--- Dataset extract Enclosed Below ---

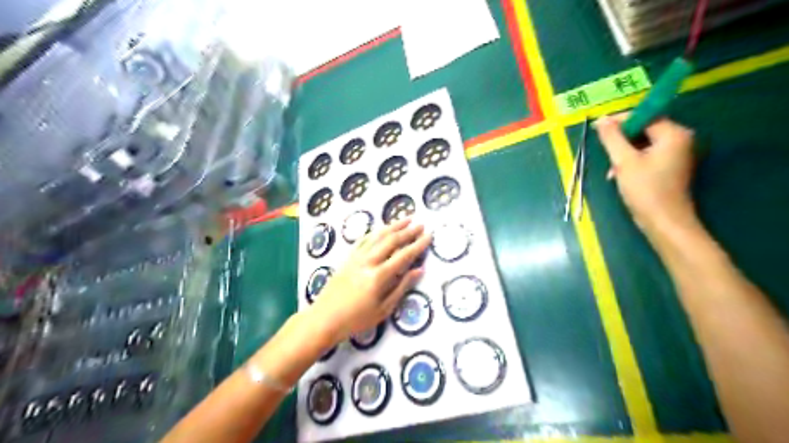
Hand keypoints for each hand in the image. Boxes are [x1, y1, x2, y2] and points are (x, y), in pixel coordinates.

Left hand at [309, 219, 430, 344]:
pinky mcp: (348, 258)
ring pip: (377, 236)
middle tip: (420, 224)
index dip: (418, 245)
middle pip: (391, 241)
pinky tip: (381, 229)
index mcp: (379, 276)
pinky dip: (375, 232)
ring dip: (393, 226)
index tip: (429, 235)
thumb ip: (402, 287)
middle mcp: (368, 262)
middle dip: (407, 231)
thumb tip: (419, 270)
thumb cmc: (356, 319)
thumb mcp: (383, 309)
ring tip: (405, 219)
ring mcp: (356, 258)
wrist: (324, 318)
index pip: (403, 255)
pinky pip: (363, 240)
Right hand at [595, 117, 699, 236]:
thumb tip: (601, 120)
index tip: (599, 130)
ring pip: (643, 144)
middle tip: (606, 154)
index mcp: (674, 134)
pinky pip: (647, 156)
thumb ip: (612, 138)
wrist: (664, 222)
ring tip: (612, 171)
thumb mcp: (623, 161)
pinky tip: (619, 176)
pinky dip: (632, 162)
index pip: (644, 116)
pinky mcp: (670, 167)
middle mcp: (680, 140)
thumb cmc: (645, 189)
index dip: (620, 121)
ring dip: (624, 154)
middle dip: (621, 142)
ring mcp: (677, 154)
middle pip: (644, 130)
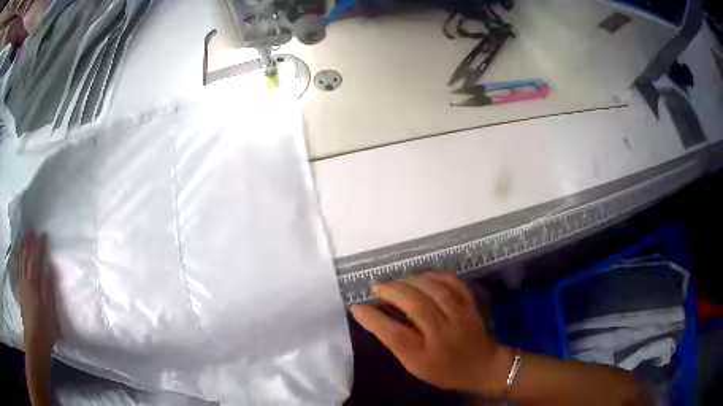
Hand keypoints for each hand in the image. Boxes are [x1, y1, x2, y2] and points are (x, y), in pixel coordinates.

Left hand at [16, 231, 57, 362]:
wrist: (35, 341)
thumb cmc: (44, 328)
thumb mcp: (50, 311)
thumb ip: (49, 289)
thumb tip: (50, 268)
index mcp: (34, 284)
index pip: (36, 260)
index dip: (39, 247)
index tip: (43, 235)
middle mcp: (26, 281)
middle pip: (26, 258)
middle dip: (28, 243)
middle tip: (31, 231)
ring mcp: (22, 286)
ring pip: (21, 263)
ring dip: (22, 249)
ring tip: (24, 239)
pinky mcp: (21, 293)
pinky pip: (18, 272)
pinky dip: (18, 262)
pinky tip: (19, 260)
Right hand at [351, 272, 509, 394]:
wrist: (481, 365)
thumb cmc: (443, 369)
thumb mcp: (414, 364)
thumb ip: (395, 342)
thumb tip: (373, 318)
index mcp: (426, 353)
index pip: (395, 333)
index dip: (373, 318)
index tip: (357, 306)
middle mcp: (443, 331)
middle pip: (414, 304)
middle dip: (391, 291)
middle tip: (376, 287)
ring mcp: (459, 314)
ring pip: (433, 288)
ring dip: (409, 280)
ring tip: (395, 281)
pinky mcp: (469, 303)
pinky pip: (452, 281)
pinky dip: (434, 274)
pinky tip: (422, 275)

--- End of Enclosed Dataset extract ---

Prompt >> Above are the records; please give again, exactly and in full, only the lines that run from the line with "thumb ip: (612, 138)" through the line with "thumb cmc: (443, 369)", with no pictures.

Problem solution >>
thumb ip: (612, 138)
wrist: (664, 222)
ring tip: (612, 171)
thumb mcp: (623, 161)
pinky tip: (619, 176)
pinky dip: (632, 162)
index pip: (644, 116)
pinky mcp: (670, 167)
middle mcp: (680, 140)
thumb cmc: (645, 189)
index dip: (620, 121)
ring dip: (624, 154)
middle dip: (621, 142)
ring mcp: (677, 154)
middle pip: (644, 130)
Hand keypoints for each hand in the image. Boxes are [x1, y1, x2, y2] and points are (x, y), in pixel coordinates.

Left hand at [16, 231, 57, 362]:
wrist: (35, 341)
thumb cmc: (44, 328)
thumb mcp: (50, 311)
thumb ip: (49, 289)
thumb tip: (50, 268)
index mcp: (34, 284)
index pip: (36, 260)
index dip: (39, 247)
index tip: (43, 235)
middle mcp: (26, 281)
middle pip: (26, 258)
middle dip: (28, 243)
middle tip: (31, 231)
ring mcp: (22, 286)
ring pip: (21, 263)
ring dip: (22, 249)
ring tip: (24, 239)
pinky mcp: (21, 293)
pinky pip: (18, 272)
pinky dip: (18, 262)
pinky tip: (19, 260)
Right hand at [351, 272, 509, 394]:
wrist: (481, 365)
thumb cmc: (443, 369)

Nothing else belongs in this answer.